Malgré la volonté politique, l’attractivité des postes demeure un problème majeur, particulièrement pour les psychologues scolaires, alors que les besoins explosent. La création prochaine des pôles d’appui à la scolarité (PAS) vise à renforcer la collaboration avec les associations, mais la réalité du terrain impose encore de lourds sacrifices pour les familles et les élèves concernés.
Une méconnaissance persistante de l’offre médico-sociale par les familles
Barbara Denjean, directrice du pôle handicap de l’association Mlezi Maore, tire la sonnette d’alarme sur la méconnaissance des dispositifs médico-sociaux par les familles à Mayotte. Ce déficit d’information entraîne un dépistage tardif des enfants en situation de handicap, souvent entre 10 et 12 ans, alors que la prise en charge précoce est essentielle. Le repérage en petite enfance reste quasi inexistant, en raison d’infrastructures insuffisantes, creusant les inégalités.

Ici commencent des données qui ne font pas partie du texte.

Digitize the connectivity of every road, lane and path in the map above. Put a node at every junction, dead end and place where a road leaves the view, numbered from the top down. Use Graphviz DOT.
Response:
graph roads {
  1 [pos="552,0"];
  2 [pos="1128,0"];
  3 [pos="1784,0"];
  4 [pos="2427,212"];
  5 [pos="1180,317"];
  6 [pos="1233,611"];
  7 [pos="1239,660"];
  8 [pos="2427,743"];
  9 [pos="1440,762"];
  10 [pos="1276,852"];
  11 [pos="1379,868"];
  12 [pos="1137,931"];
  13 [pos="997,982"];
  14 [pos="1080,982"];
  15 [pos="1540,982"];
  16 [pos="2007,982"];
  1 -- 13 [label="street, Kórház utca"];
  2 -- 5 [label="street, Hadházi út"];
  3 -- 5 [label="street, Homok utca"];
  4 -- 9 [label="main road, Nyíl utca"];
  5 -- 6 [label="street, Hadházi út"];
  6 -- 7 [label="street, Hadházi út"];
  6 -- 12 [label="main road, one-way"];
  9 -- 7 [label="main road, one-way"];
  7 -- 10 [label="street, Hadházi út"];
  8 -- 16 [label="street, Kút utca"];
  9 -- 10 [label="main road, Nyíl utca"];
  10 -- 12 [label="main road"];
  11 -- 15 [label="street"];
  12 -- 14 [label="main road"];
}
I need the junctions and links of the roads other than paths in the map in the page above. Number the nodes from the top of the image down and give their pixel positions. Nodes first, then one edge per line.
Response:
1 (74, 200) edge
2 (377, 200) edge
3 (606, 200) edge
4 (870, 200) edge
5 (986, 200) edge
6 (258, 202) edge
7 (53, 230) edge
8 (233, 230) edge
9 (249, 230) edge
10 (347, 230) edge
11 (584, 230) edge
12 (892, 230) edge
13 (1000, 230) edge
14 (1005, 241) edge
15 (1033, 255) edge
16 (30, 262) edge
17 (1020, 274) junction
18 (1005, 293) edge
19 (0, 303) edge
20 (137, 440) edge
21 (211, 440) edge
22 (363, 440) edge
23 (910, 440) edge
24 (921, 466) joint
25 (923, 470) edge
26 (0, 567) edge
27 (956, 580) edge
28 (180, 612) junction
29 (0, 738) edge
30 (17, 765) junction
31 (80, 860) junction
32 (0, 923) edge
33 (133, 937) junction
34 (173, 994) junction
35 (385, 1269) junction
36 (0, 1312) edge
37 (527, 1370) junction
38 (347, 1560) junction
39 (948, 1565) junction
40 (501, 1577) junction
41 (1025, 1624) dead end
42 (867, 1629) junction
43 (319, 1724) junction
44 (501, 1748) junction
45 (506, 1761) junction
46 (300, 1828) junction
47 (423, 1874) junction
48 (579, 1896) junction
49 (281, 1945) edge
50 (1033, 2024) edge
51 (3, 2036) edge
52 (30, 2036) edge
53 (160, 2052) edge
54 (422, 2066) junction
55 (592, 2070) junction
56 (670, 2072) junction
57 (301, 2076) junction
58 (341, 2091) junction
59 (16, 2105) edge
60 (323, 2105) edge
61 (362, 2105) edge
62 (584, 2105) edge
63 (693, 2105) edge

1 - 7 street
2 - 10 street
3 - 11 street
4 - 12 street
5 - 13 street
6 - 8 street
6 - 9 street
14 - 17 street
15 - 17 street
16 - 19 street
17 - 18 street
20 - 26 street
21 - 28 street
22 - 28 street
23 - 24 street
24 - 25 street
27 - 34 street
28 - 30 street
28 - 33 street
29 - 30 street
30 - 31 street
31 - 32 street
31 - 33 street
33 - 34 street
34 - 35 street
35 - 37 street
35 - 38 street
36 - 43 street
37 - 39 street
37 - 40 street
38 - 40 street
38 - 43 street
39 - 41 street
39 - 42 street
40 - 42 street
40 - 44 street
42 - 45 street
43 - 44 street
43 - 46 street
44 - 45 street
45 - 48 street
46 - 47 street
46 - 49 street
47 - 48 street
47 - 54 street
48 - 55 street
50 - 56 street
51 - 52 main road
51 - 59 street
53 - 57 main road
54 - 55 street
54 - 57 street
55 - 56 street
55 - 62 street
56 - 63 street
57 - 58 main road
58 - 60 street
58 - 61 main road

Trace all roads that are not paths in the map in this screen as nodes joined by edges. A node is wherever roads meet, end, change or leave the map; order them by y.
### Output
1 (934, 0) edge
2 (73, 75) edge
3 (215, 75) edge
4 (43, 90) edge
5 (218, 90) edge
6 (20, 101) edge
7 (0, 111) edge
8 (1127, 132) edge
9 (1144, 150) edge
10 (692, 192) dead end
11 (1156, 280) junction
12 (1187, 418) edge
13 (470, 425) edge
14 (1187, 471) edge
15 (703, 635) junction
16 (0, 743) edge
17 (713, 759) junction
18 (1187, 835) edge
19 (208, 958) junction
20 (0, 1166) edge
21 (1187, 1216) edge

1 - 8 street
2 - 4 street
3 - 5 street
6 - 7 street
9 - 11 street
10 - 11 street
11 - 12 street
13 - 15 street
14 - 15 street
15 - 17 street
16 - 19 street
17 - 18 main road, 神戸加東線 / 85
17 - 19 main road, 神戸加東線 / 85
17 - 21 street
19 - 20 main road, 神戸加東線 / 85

Au-delà des barrières culturelles, le territoire fait face à une pénurie dramatique de professionnels paramédicaux : les effectifs manquent à hauteur de 60 %, avec seulement deux orthophonistes pour toute l’île. La concurrence entre structures, offrant des conditions plus attractives, complique le recrutement, notamment celui des psychologues. Par ailleurs, la rupture des soins à la sortie des établissements condamne de nombreux jeunes à l’isolement. Le défi demeure de mobiliser les acteurs et d’adapter les réponses au contexte local pour garantir un accompagnement digne et efficace.
Ces auditions au Sénat se poursuivront jusqu’au 18 juin, avec une audition de la ministre déléguée chargée du Handicap, Charlotte Parmentier-Lecocq. L’examen du rapport final sur cette thématique est prévu le 3 juillet 2025.